The Trajectory of Our Lives

Our garden scarecrow, whom I have named Malcolm Eubanks, has masked up. Malcolm used to work in a department store, modeling fashionable clothing for would-be buyers. Now, his hollow head is being scoped out as a possible nest location by a pair of Carolina Wren. Such is the trajectory of our lives. But you should have seen him in his day. No one could make a pair of Dockers and a cardigan look more desirable. He had the gift.

Cardinal Rules

At the very break of dawn
they rouse us from our bed

Their calls addressed to everyone
awake, asleep or dead

You know us in the daylight
by our bright and piercing red

In the dark you know us
by the noise we make, instead

Dealing with thick stands of bamboo is a new birding experience for me. The property here is surrounded by them. Birds enjoy excellent protection within the maze of vertical shafts: no Sharpie is going to swoop in there, that’s for sure. No telephoto lens will penetrate either.

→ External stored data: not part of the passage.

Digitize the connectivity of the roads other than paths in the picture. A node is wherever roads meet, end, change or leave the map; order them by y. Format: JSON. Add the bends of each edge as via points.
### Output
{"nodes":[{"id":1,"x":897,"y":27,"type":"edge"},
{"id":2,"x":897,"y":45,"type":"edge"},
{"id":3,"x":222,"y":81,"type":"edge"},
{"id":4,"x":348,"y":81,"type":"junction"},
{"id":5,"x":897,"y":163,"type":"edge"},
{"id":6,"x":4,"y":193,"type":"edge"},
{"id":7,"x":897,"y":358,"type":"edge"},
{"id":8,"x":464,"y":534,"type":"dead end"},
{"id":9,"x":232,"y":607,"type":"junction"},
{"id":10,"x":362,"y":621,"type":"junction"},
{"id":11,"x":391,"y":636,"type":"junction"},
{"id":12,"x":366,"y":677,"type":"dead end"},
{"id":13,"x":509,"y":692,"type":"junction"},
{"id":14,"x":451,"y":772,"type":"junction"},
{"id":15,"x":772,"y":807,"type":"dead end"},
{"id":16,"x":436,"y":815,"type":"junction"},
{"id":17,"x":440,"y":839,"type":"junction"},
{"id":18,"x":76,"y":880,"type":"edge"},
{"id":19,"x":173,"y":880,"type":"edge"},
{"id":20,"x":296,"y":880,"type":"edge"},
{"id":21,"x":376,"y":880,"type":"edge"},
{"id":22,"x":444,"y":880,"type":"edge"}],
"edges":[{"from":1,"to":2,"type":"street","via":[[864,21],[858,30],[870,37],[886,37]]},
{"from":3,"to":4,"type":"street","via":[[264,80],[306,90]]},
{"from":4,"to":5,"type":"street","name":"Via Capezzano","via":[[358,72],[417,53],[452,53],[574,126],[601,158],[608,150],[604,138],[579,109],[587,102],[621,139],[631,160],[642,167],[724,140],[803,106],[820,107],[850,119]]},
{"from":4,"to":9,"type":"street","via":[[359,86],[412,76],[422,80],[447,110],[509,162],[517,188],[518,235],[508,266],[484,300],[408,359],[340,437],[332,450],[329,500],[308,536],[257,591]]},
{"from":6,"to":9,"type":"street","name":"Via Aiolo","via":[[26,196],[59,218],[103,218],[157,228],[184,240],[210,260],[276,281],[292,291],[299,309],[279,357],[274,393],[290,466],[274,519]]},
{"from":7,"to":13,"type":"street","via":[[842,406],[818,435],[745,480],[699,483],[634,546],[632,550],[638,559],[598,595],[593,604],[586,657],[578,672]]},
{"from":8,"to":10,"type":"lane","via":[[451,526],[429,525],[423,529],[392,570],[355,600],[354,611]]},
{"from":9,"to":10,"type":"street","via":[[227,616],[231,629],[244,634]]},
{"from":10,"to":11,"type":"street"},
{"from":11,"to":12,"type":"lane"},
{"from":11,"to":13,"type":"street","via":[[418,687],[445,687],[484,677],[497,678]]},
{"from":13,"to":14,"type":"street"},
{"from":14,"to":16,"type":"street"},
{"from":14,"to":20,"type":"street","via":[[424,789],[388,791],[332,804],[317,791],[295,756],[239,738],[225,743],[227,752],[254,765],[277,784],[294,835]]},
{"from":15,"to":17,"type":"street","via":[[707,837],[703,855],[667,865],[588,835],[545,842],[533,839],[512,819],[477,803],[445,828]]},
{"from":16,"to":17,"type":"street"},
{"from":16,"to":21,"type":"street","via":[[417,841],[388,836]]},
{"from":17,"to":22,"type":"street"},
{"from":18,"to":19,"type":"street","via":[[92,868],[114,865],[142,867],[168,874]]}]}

I hear cardinals all the time around here, but rarely see them. I was on the fourth floor, the roof of the stacks, when I caught this one, and still I’m aiming up its skirt as it sways on a bamboo pole some 20 feet above.

The Arbiters of Moonlight

An amortization as periodic table
        as a protractor stabbing pinholes
        in the charts of a then comes wonder

These are the geometries of heaven
        the wavelengths of moonlight

The scholar studies it, a merchant
        ponders its returns, a poet
        lurks in its blue shadows, scribbling
        charcoal rubbings from the reliefs

These are the trade guilds of heaven
        the arbiters of moonlight

What seeing saw, the feelings felt
        are the joins and fittings
        where everything that comes together
        in congregation, parts


(Graphic: Selectively tinted photograph of temporarily arranged steel scraps.)

House Finch

They visit the sunflowers here every morning.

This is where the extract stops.